- Opening Delimiter -

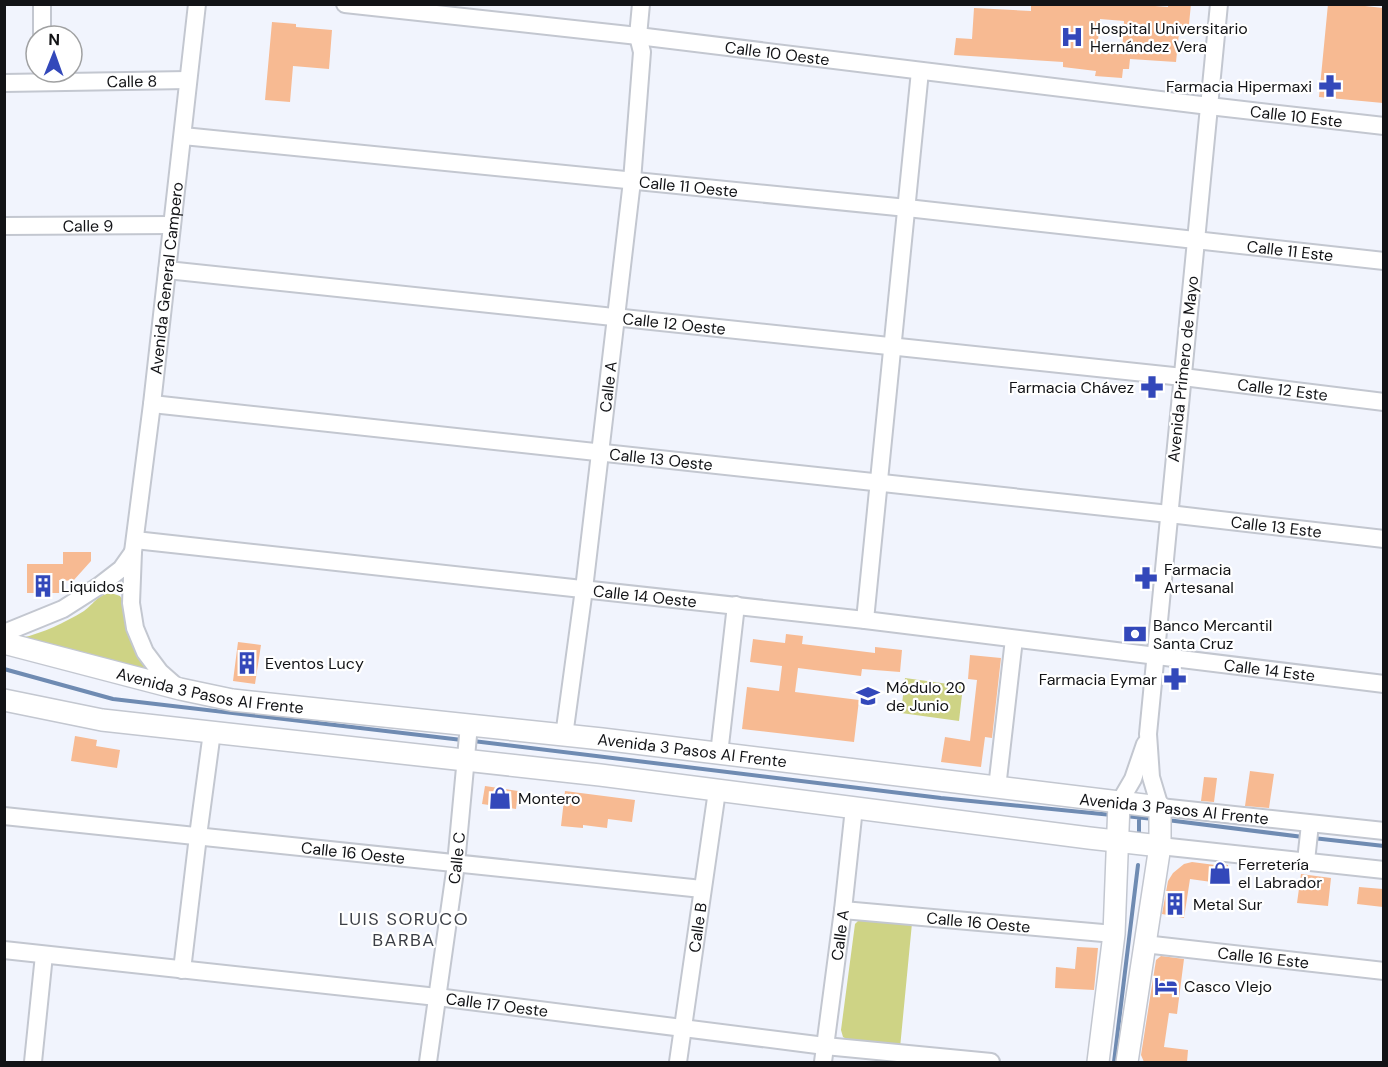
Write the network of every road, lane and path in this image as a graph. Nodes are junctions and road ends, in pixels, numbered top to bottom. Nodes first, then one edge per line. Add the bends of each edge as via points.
1 (42, 4) edge
2 (197, 4) edge
3 (345, 4) edge
4 (641, 4) edge
5 (1219, 4) edge
6 (42, 24) edge
7 (638, 36) junction
8 (920, 71) junction
9 (84, 78) edge
10 (24, 80) edge
11 (188, 80) junction
12 (4, 83) edge
13 (1209, 106) junction
14 (1383, 126) edge
15 (183, 136) junction
16 (632, 181) junction
17 (907, 208) junction
18 (172, 225) junction
19 (4, 226) edge
20 (1196, 240) junction
21 (1383, 261) edge
22 (167, 270) junction
23 (615, 318) junction
24 (892, 346) junction
25 (1183, 377) junction
26 (1383, 402) edge
27 (152, 404) junction
28 (600, 452) junction
29 (879, 483) junction
30 (1169, 514) junction
31 (1383, 539) edge
32 (134, 546) junction
33 (584, 588) junction
34 (736, 605) junction
35 (865, 620) junction
36 (4, 633) edge
37 (1014, 639) junction
38 (4, 643) edge
39 (1155, 657) junction
40 (1383, 684) edge
41 (180, 689) junction
42 (4, 700) edge
43 (212, 732) junction
44 (1148, 734) junction
45 (564, 735) junction
46 (468, 743) junction
47 (719, 754) junction
48 (997, 788) junction
49 (717, 790) junction
50 (854, 808) junction
51 (4, 816) edge
52 (1119, 819) junction
53 (1160, 824) junction
54 (1383, 831) edge
55 (198, 836) junction
56 (1308, 840) junction
57 (456, 864) junction
58 (1383, 870) edge
59 (702, 889) junction
60 (843, 910) junction
61 (1114, 934) junction
62 (1144, 944) junction
63 (4, 950) edge
64 (44, 955) junction
65 (182, 970) junction
66 (1383, 971) edge
67 (437, 997) junction
68 (682, 1028) junction
69 (824, 1054) edge
70 (33, 1062) edge
71 (428, 1062) edge
72 (678, 1062) edge
73 (991, 1062) edge
74 (1098, 1062) edge
75 (1127, 1062) edge

1 - 6 street
2 - 11 street, Avenida General Campero
3 - 7 street, Calle 10 Oeste
4 - 7 street, Calle A
5 - 13 street, Avenida Primero de Mayo
7 - 8 street, Calle 10 Oeste
7 - 16 street, Calle A via 642,52
8 - 13 street, Calle 10 Oeste
8 - 17 street
9 - 11 street, Calle 8
10 - 12 street, Calle 8
11 - 15 street, Avenida General Campero
13 - 14 street, Calle 10 Este
13 - 20 street, Avenida Primero de Mayo
15 - 16 street, Calle 11 Oeste
15 - 18 street, Avenida General Campero
16 - 17 street, Calle 11 Oeste
16 - 23 street, Calle A
17 - 20 street, Calle 11 Oeste
17 - 24 street
18 - 19 street, Calle 9
18 - 22 street, Avenida General Campero
20 - 21 street, Calle 11 Este
20 - 25 street, Avenida Primero de Mayo
22 - 23 street, Calle 12 Oeste
22 - 27 street, Avenida General Campero
23 - 24 street, Calle 12 Oeste
23 - 28 street, Calle A
24 - 25 street, Calle 12 Oeste
24 - 29 street
25 - 26 street, Calle 12 Este
25 - 30 street, Avenida Primero de Mayo
27 - 28 street, Calle 13 Oeste
27 - 32 street, Avenida General Campero
28 - 29 street, Calle 13 Oeste
28 - 33 street, Calle A
29 - 30 street, Calle 13 Oeste
29 - 35 street
30 - 31 street, Calle 13 Este
30 - 39 street, Avenida Primero de Mayo
32 - 33 street, Calle 14 Oeste
32 - 36 street via 121,568 99,586 63,609
32 - 41 street, Avenida General Campero via 131,603 135,628 145,652
33 - 34 street, Calle 14 Oeste
33 - 45 street, Calle A
34 - 35 street, Calle 14 Oeste
34 - 47 street
35 - 37 street, Calle 14 Oeste
37 - 39 street, Calle 14 Oeste
37 - 48 street
38 - 41 main road, Avenida 3 Pasos Al Frente
39 - 40 street, Calle 14 Este
39 - 44 street, Avenida Primero de Mayo
41 - 46 main road, Avenida 3 Pasos Al Frente
42 - 43 main road, Avenida 3 Pasos Al Frente via 102,720
43 - 46 main road, Avenida 3 Pasos Al Frente
43 - 55 street
44 - 52 street, Avenida Primero de Mayo
44 - 53 street, Avenida Primero de Mayo
45 - 46 main road, Avenida 3 Pasos Al Frente
45 - 47 main road, Avenida 3 Pasos Al Frente
46 - 49 main road, Avenida 3 Pasos Al Frente
46 - 57 street, Calle C
47 - 48 main road, Avenida 3 Pasos Al Frente
48 - 52 main road, Avenida 3 Pasos Al Frente
49 - 50 main road, Avenida 3 Pasos Al Frente
49 - 59 street, Calle B
50 - 52 main road, Avenida 3 Pasos Al Frente
50 - 60 street, Calle A
51 - 55 street, Calle 16 Oeste
52 - 53 main road, Avenida 3 Pasos Al Frente
52 - 53 main road, Avenida 3 Pasos Al Frente
52 - 61 main road
53 - 56 street, Avenida 3 Pasos Al Frente
53 - 56 street, Avenida 3 Pasos Al Frente
53 - 62 main road
54 - 56 street, Avenida 3 Pasos Al Frente
55 - 57 street, Calle 16 Oeste
55 - 65 street
56 - 58 street, Avenida 3 Pasos Al Frente
57 - 59 street, Calle 16 Oeste
57 - 67 street, Calle C
59 - 68 street, Calle B
60 - 61 street, Calle 16 Oeste
60 - 69 street, Calle A
61 - 74 main road
62 - 66 street, Calle 16 Este
62 - 75 main road
63 - 64 street, Calle 17 Oeste
64 - 65 street, Calle 17 Oeste
64 - 70 street
65 - 67 street, Calle 17 Oeste
67 - 68 street, Calle 17 Oeste
67 - 71 street, Calle C
68 - 69 street, Calle 17 Oeste
68 - 72 street, Calle B
69 - 73 street, Calle 17 Oeste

- Closing Delimiter -

### TASK
When you copy the entries above, reproduce each line exactly and leave out any pictures.

### TASK ANSWER
Write the network of every road, lane and path in this image as a graph. Nodes are junctions and road ends, in pixels, numbered top to bottom. Nodes first, then one edge per line. Add the bends of each edge as via points.
1 (42, 4) edge
2 (197, 4) edge
3 (345, 4) edge
4 (641, 4) edge
5 (1219, 4) edge
6 (42, 24) edge
7 (638, 36) junction
8 (920, 71) junction
9 (84, 78) edge
10 (24, 80) edge
11 (188, 80) junction
12 (4, 83) edge
13 (1209, 106) junction
14 (1383, 126) edge
15 (183, 136) junction
16 (632, 181) junction
17 (907, 208) junction
18 (172, 225) junction
19 (4, 226) edge
20 (1196, 240) junction
21 (1383, 261) edge
22 (167, 270) junction
23 (615, 318) junction
24 (892, 346) junction
25 (1183, 377) junction
26 (1383, 402) edge
27 (152, 404) junction
28 (600, 452) junction
29 (879, 483) junction
30 (1169, 514) junction
31 (1383, 539) edge
32 (134, 546) junction
33 (584, 588) junction
34 (736, 605) junction
35 (865, 620) junction
36 (4, 633) edge
37 (1014, 639) junction
38 (4, 643) edge
39 (1155, 657) junction
40 (1383, 684) edge
41 (180, 689) junction
42 (4, 700) edge
43 (212, 732) junction
44 (1148, 734) junction
45 (564, 735) junction
46 (468, 743) junction
47 (719, 754) junction
48 (997, 788) junction
49 (717, 790) junction
50 (854, 808) junction
51 (4, 816) edge
52 (1119, 819) junction
53 (1160, 824) junction
54 (1383, 831) edge
55 (198, 836) junction
56 (1308, 840) junction
57 (456, 864) junction
58 (1383, 870) edge
59 (702, 889) junction
60 (843, 910) junction
61 (1114, 934) junction
62 (1144, 944) junction
63 (4, 950) edge
64 (44, 955) junction
65 (182, 970) junction
66 (1383, 971) edge
67 (437, 997) junction
68 (682, 1028) junction
69 (824, 1054) edge
70 (33, 1062) edge
71 (428, 1062) edge
72 (678, 1062) edge
73 (991, 1062) edge
74 (1098, 1062) edge
75 (1127, 1062) edge

1 - 6 street
2 - 11 street, Avenida General Campero
3 - 7 street, Calle 10 Oeste
4 - 7 street, Calle A
5 - 13 street, Avenida Primero de Mayo
7 - 8 street, Calle 10 Oeste
7 - 16 street, Calle A via 642,52
8 - 13 street, Calle 10 Oeste
8 - 17 street
9 - 11 street, Calle 8
10 - 12 street, Calle 8
11 - 15 street, Avenida General Campero
13 - 14 street, Calle 10 Este
13 - 20 street, Avenida Primero de Mayo
15 - 16 street, Calle 11 Oeste
15 - 18 street, Avenida General Campero
16 - 17 street, Calle 11 Oeste
16 - 23 street, Calle A
17 - 20 street, Calle 11 Oeste
17 - 24 street
18 - 19 street, Calle 9
18 - 22 street, Avenida General Campero
20 - 21 street, Calle 11 Este
20 - 25 street, Avenida Primero de Mayo
22 - 23 street, Calle 12 Oeste
22 - 27 street, Avenida General Campero
23 - 24 street, Calle 12 Oeste
23 - 28 street, Calle A
24 - 25 street, Calle 12 Oeste
24 - 29 street
25 - 26 street, Calle 12 Este
25 - 30 street, Avenida Primero de Mayo
27 - 28 street, Calle 13 Oeste
27 - 32 street, Avenida General Campero
28 - 29 street, Calle 13 Oeste
28 - 33 street, Calle A
29 - 30 street, Calle 13 Oeste
29 - 35 street
30 - 31 street, Calle 13 Este
30 - 39 street, Avenida Primero de Mayo
32 - 33 street, Calle 14 Oeste
32 - 36 street via 121,568 99,586 63,609
32 - 41 street, Avenida General Campero via 131,603 135,628 145,652
33 - 34 street, Calle 14 Oeste
33 - 45 street, Calle A
34 - 35 street, Calle 14 Oeste
34 - 47 street
35 - 37 street, Calle 14 Oeste
37 - 39 street, Calle 14 Oeste
37 - 48 street
38 - 41 main road, Avenida 3 Pasos Al Frente
39 - 40 street, Calle 14 Este
39 - 44 street, Avenida Primero de Mayo
41 - 46 main road, Avenida 3 Pasos Al Frente
42 - 43 main road, Avenida 3 Pasos Al Frente via 102,720
43 - 46 main road, Avenida 3 Pasos Al Frente
43 - 55 street
44 - 52 street, Avenida Primero de Mayo
44 - 53 street, Avenida Primero de Mayo
45 - 46 main road, Avenida 3 Pasos Al Frente
45 - 47 main road, Avenida 3 Pasos Al Frente
46 - 49 main road, Avenida 3 Pasos Al Frente
46 - 57 street, Calle C
47 - 48 main road, Avenida 3 Pasos Al Frente
48 - 52 main road, Avenida 3 Pasos Al Frente
49 - 50 main road, Avenida 3 Pasos Al Frente
49 - 59 street, Calle B
50 - 52 main road, Avenida 3 Pasos Al Frente
50 - 60 street, Calle A
51 - 55 street, Calle 16 Oeste
52 - 53 main road, Avenida 3 Pasos Al Frente
52 - 53 main road, Avenida 3 Pasos Al Frente
52 - 61 main road
53 - 56 street, Avenida 3 Pasos Al Frente
53 - 56 street, Avenida 3 Pasos Al Frente
53 - 62 main road
54 - 56 street, Avenida 3 Pasos Al Frente
55 - 57 street, Calle 16 Oeste
55 - 65 street
56 - 58 street, Avenida 3 Pasos Al Frente
57 - 59 street, Calle 16 Oeste
57 - 67 street, Calle C
59 - 68 street, Calle B
60 - 61 street, Calle 16 Oeste
60 - 69 street, Calle A
61 - 74 main road
62 - 66 street, Calle 16 Este
62 - 75 main road
63 - 64 street, Calle 17 Oeste
64 - 65 street, Calle 17 Oeste
64 - 70 street
65 - 67 street, Calle 17 Oeste
67 - 68 street, Calle 17 Oeste
67 - 71 street, Calle C
68 - 69 street, Calle 17 Oeste
68 - 72 street, Calle B
69 - 73 street, Calle 17 Oeste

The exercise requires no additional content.